INSTRUCTIONS FOR THE TASK
Copy out every record below exactly as written, but leave out any pictures.

===== SUPPLIED MATERIAL =====

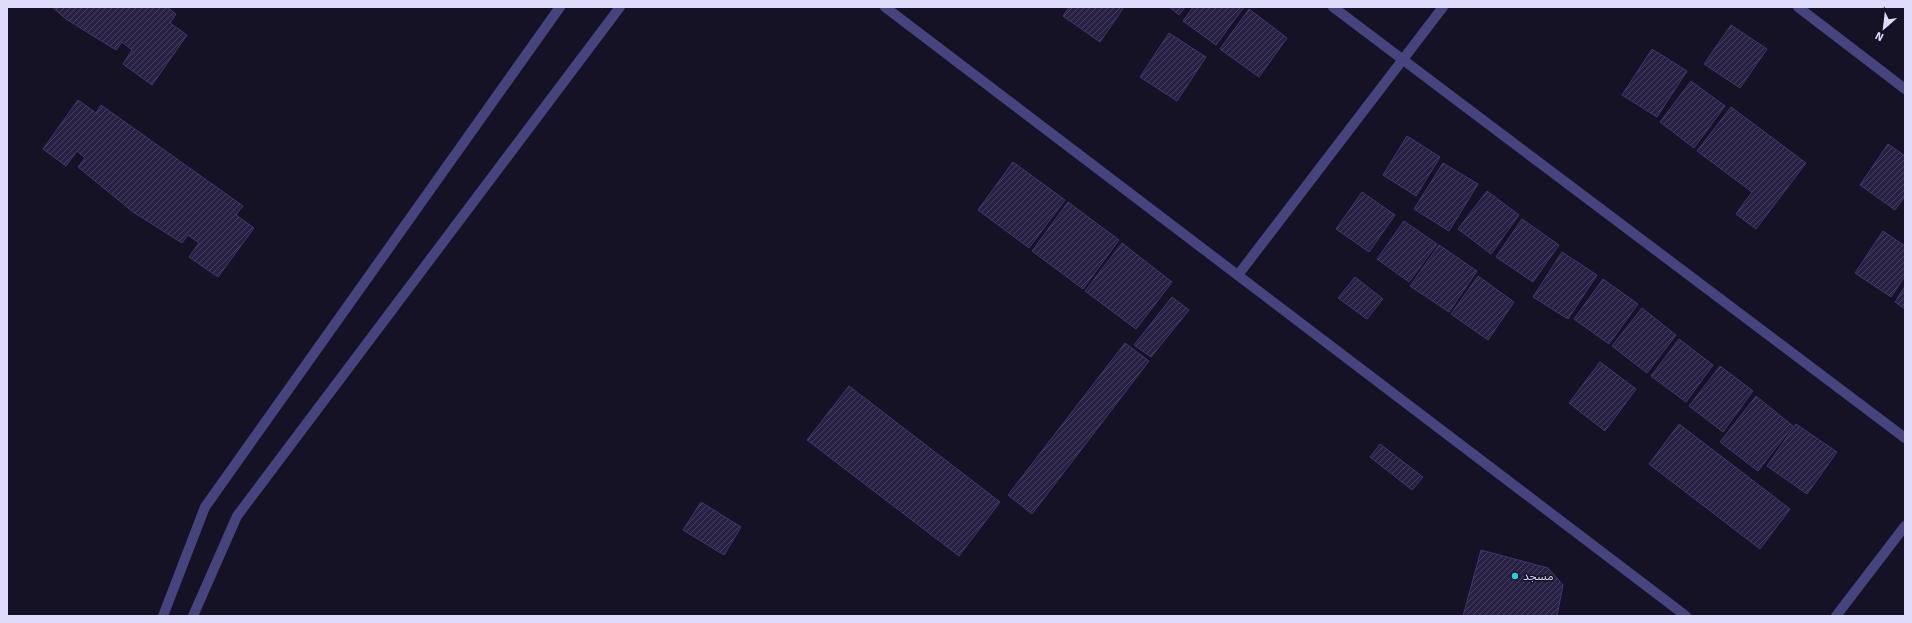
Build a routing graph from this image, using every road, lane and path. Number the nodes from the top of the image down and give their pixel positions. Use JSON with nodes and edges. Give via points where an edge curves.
{"nodes":[{"id":1,"x":560,"y":7,"type":"edge"},
{"id":2,"x":620,"y":7,"type":"edge"},
{"id":3,"x":885,"y":7,"type":"edge"},
{"id":4,"x":1333,"y":7,"type":"edge"},
{"id":5,"x":1443,"y":7,"type":"edge"},
{"id":6,"x":1798,"y":7,"type":"edge"},
{"id":7,"x":1403,"y":60,"type":"junction"},
{"id":8,"x":1905,"y":89,"type":"edge"},
{"id":9,"x":1238,"y":275,"type":"junction"},
{"id":10,"x":1905,"y":438,"type":"edge"},
{"id":11,"x":1905,"y":526,"type":"edge"},
{"id":12,"x":163,"y":616,"type":"edge"},
{"id":13,"x":193,"y":616,"type":"edge"},
{"id":14,"x":1686,"y":616,"type":"edge"},
{"id":15,"x":1836,"y":616,"type":"edge"}],
"edges":[{"from":1,"to":12,"type":"street","via":[[205,507]]},
{"from":2,"to":13,"type":"street","via":[[237,516]]},
{"from":3,"to":9,"type":"street"},
{"from":4,"to":7,"type":"street"},
{"from":5,"to":7,"type":"street"},
{"from":6,"to":8,"type":"street"},
{"from":7,"to":9,"type":"street"},
{"from":7,"to":10,"type":"street"},
{"from":9,"to":14,"type":"street"},
{"from":11,"to":15,"type":"street"}]}
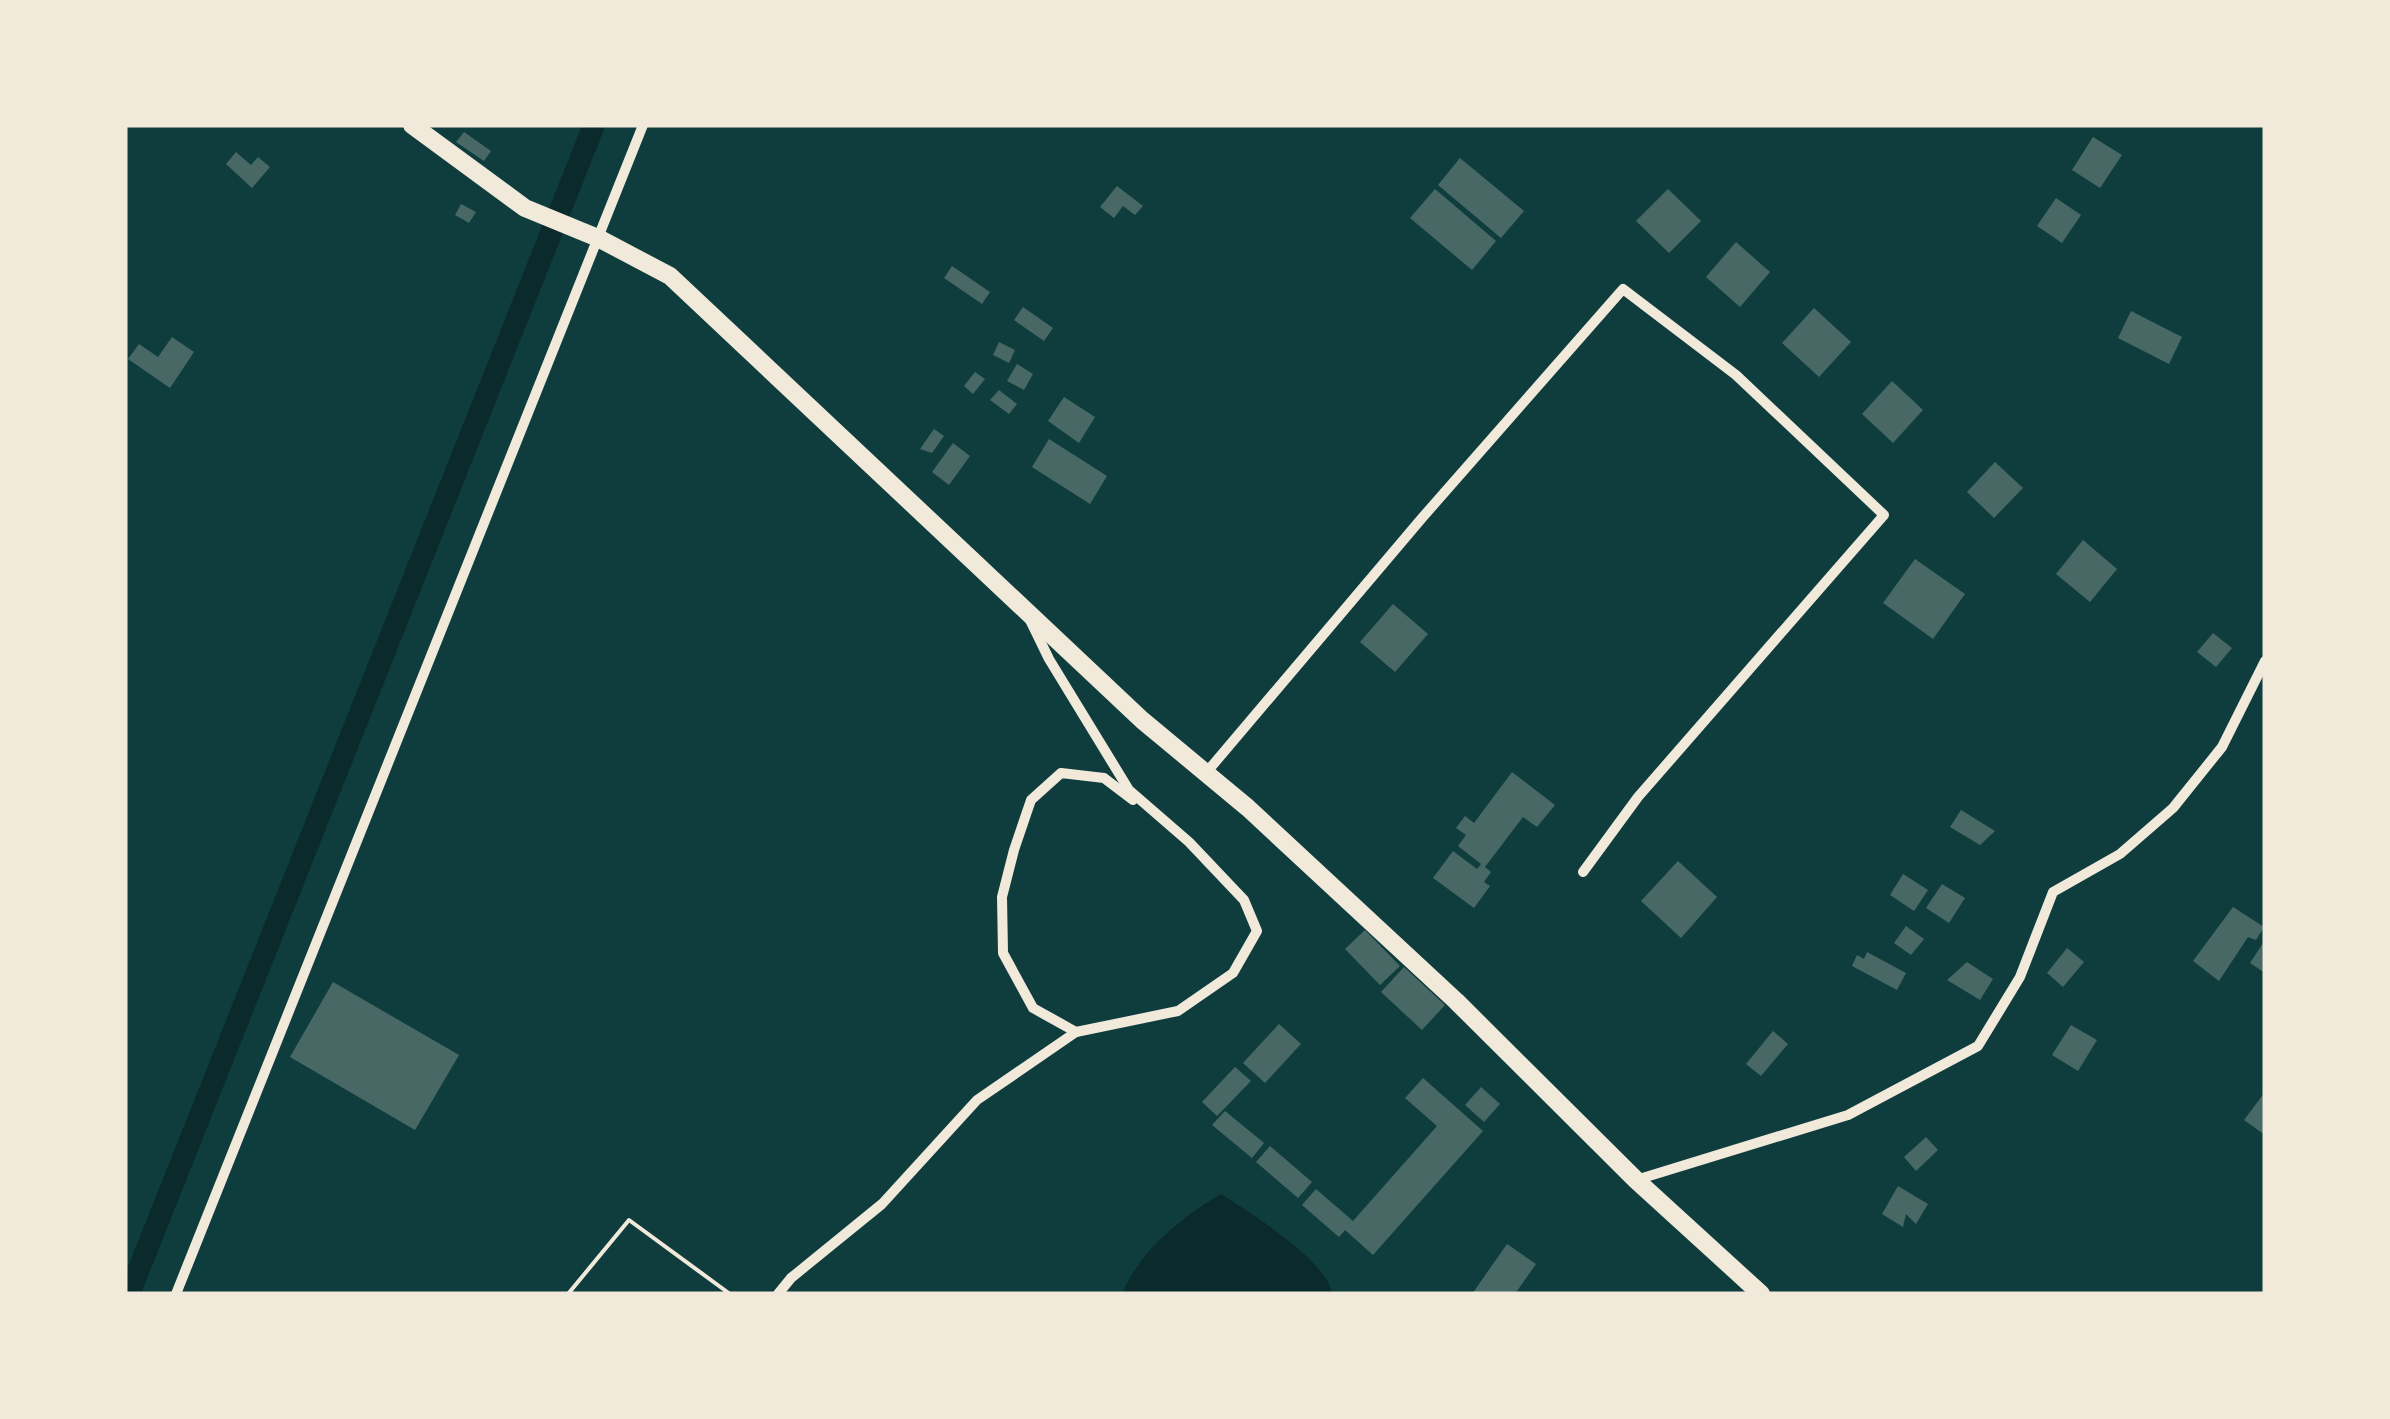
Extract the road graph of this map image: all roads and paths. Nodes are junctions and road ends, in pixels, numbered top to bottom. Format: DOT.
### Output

=====

ANSWER AREA
Build a routing graph from this image, using every road, lane and path. Number the nodes from the top of the image down and give their pixel positions. Use JSON with nodes and edges. Give via points where an edge curves.
{"nodes":[{"id":1,"x":560,"y":7,"type":"edge"},
{"id":2,"x":620,"y":7,"type":"edge"},
{"id":3,"x":885,"y":7,"type":"edge"},
{"id":4,"x":1333,"y":7,"type":"edge"},
{"id":5,"x":1443,"y":7,"type":"edge"},
{"id":6,"x":1798,"y":7,"type":"edge"},
{"id":7,"x":1403,"y":60,"type":"junction"},
{"id":8,"x":1905,"y":89,"type":"edge"},
{"id":9,"x":1238,"y":275,"type":"junction"},
{"id":10,"x":1905,"y":438,"type":"edge"},
{"id":11,"x":1905,"y":526,"type":"edge"},
{"id":12,"x":163,"y":616,"type":"edge"},
{"id":13,"x":193,"y":616,"type":"edge"},
{"id":14,"x":1686,"y":616,"type":"edge"},
{"id":15,"x":1836,"y":616,"type":"edge"}],
"edges":[{"from":1,"to":12,"type":"street","via":[[205,507]]},
{"from":2,"to":13,"type":"street","via":[[237,516]]},
{"from":3,"to":9,"type":"street"},
{"from":4,"to":7,"type":"street"},
{"from":5,"to":7,"type":"street"},
{"from":6,"to":8,"type":"street"},
{"from":7,"to":9,"type":"street"},
{"from":7,"to":10,"type":"street"},
{"from":9,"to":14,"type":"street"},
{"from":11,"to":15,"type":"street"}]}
Extract the road graph of this map image: all roads and paths. Nodes are junctions and road ends, in pixels, numbered top to bottom. Format: DOT.
### Output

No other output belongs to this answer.